> Raw data:
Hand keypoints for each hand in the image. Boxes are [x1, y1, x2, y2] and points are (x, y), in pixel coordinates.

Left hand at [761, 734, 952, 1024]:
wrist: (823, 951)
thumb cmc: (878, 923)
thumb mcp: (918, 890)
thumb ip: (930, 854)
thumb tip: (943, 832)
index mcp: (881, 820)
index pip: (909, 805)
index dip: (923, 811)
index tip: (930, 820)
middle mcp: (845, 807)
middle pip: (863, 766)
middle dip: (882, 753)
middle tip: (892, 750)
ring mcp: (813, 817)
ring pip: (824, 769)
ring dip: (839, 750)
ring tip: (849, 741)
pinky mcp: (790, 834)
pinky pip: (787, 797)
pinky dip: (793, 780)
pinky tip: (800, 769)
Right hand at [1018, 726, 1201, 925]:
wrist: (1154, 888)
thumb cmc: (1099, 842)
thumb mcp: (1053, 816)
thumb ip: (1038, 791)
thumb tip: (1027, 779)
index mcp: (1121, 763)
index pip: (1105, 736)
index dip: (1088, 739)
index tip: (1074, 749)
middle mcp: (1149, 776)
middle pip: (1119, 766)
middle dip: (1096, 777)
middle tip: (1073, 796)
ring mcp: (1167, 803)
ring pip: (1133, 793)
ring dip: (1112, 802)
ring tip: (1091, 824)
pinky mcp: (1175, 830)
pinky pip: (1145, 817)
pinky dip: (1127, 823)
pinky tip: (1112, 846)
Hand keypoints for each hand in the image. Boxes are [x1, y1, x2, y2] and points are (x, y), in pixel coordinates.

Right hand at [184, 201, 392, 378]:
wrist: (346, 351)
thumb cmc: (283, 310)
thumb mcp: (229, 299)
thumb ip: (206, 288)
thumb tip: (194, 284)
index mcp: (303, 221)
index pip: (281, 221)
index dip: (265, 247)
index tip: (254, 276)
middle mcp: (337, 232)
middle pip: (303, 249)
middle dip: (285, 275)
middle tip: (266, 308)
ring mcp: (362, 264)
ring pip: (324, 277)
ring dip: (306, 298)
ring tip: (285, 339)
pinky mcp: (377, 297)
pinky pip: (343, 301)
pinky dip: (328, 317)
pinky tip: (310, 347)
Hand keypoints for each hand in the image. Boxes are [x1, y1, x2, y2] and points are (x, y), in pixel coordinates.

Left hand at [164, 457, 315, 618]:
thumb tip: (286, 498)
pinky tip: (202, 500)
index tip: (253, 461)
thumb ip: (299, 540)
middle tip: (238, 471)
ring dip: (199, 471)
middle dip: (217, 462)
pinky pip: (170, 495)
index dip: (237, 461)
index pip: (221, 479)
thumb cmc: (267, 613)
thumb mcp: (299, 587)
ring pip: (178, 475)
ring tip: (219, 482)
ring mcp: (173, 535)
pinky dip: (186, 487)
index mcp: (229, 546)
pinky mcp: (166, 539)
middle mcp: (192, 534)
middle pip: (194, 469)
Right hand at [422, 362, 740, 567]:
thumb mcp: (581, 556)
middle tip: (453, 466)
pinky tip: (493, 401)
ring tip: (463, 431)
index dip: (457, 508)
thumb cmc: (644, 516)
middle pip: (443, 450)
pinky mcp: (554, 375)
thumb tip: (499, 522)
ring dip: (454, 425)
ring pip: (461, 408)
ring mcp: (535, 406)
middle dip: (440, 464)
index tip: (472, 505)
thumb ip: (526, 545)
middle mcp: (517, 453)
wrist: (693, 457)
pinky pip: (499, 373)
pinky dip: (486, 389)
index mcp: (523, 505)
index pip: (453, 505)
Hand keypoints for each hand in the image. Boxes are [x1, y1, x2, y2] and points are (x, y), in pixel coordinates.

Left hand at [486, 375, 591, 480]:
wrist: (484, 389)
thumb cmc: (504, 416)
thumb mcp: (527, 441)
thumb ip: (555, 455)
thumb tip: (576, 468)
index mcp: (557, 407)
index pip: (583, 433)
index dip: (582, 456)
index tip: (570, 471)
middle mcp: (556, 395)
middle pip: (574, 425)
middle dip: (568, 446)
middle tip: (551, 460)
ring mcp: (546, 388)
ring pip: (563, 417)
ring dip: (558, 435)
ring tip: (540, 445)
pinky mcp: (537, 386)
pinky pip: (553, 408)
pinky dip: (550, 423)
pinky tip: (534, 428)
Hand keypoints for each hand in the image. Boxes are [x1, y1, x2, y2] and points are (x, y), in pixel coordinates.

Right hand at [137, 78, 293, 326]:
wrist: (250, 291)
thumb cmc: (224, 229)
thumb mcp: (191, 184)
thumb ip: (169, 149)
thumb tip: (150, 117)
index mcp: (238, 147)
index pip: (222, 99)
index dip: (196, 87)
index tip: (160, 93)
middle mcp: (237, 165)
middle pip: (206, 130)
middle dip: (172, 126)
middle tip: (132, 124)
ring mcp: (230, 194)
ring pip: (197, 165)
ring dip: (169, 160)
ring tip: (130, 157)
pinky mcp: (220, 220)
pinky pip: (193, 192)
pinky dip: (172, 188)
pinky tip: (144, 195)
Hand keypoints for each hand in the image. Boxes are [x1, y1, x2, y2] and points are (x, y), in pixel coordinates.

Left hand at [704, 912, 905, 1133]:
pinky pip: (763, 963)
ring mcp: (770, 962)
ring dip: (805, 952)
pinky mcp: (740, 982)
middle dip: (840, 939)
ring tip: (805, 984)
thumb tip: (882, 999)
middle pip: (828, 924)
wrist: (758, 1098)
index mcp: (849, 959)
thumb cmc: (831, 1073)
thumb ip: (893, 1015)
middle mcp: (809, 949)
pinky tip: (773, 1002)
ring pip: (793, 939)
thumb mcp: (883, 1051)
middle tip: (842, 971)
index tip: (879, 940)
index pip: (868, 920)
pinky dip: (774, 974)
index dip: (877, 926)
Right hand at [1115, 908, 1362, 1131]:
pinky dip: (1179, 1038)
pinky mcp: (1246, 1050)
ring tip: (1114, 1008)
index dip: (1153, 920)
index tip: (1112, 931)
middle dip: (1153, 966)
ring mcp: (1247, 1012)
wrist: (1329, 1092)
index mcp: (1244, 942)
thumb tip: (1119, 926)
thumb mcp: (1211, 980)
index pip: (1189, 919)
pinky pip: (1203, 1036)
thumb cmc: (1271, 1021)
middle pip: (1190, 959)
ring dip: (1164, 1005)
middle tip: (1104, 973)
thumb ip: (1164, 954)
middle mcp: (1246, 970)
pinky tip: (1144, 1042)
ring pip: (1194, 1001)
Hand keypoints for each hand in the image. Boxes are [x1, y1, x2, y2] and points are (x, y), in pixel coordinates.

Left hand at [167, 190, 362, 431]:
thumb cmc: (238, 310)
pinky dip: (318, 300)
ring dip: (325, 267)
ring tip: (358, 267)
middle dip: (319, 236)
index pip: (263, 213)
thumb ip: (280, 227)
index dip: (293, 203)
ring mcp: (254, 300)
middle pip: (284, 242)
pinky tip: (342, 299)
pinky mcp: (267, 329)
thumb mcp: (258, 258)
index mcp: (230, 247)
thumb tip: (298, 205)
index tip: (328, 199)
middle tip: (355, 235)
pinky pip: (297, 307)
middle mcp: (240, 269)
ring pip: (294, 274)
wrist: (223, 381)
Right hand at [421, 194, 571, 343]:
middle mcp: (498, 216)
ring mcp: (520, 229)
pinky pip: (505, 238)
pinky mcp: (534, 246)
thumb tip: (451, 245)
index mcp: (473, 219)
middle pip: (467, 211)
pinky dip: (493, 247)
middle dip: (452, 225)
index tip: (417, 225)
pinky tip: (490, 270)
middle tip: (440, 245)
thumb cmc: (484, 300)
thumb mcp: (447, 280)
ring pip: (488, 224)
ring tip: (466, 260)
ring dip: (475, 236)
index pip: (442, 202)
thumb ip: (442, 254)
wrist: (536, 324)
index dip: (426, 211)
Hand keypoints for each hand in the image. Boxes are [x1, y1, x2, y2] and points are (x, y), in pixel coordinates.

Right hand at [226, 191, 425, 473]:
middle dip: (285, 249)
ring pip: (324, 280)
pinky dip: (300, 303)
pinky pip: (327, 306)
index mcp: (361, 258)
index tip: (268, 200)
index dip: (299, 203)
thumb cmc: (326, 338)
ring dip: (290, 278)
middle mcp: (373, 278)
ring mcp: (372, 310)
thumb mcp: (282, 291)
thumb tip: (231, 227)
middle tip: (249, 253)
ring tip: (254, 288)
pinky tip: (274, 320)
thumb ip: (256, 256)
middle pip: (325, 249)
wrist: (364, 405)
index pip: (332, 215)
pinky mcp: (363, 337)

> About this exercise: All that belongs in the answer is the run of lines above from the line containing "ring pip: (294, 274)" through the line containing "middle pip: (325, 249)", exactly as written.

> Output for this exercise:
ring pip: (294, 274)
wrist: (223, 381)
Right hand at [421, 194, 571, 343]:
middle mcp: (498, 216)
ring mcp: (520, 229)
pinky pip: (505, 238)
pinky mcp: (534, 246)
thumb tip: (451, 245)
index mcp: (473, 219)
middle pip: (467, 211)
pinky dip: (493, 247)
middle dip: (452, 225)
index tip: (417, 225)
pinky tip: (490, 270)
middle tip: (440, 245)
thumb cmc: (484, 300)
thumb mcp: (447, 280)
ring pip: (488, 224)
ring tip: (466, 260)
ring dip: (475, 236)
index pip: (442, 202)
thumb ip: (442, 254)
wrist: (536, 324)
index dip: (426, 211)
Hand keypoints for each hand in the image. Boxes are [x1, y1, x2, y2] and points are (x, y), in pixel coordinates.

Right hand at [226, 191, 425, 473]:
middle dip: (285, 249)
ring pip: (324, 280)
pinky dip: (300, 303)
pinky pip: (327, 306)
index mcp: (361, 258)
index tip: (268, 200)
index dip: (299, 203)
thumb cmc: (326, 338)
ring dip: (290, 278)
middle mcp: (373, 278)
ring mcp: (372, 310)
thumb mcp: (282, 291)
thumb tip: (231, 227)
middle tip: (249, 253)
ring tip: (254, 288)
pinky tip: (274, 320)
thumb ip: (256, 256)
middle pip: (325, 249)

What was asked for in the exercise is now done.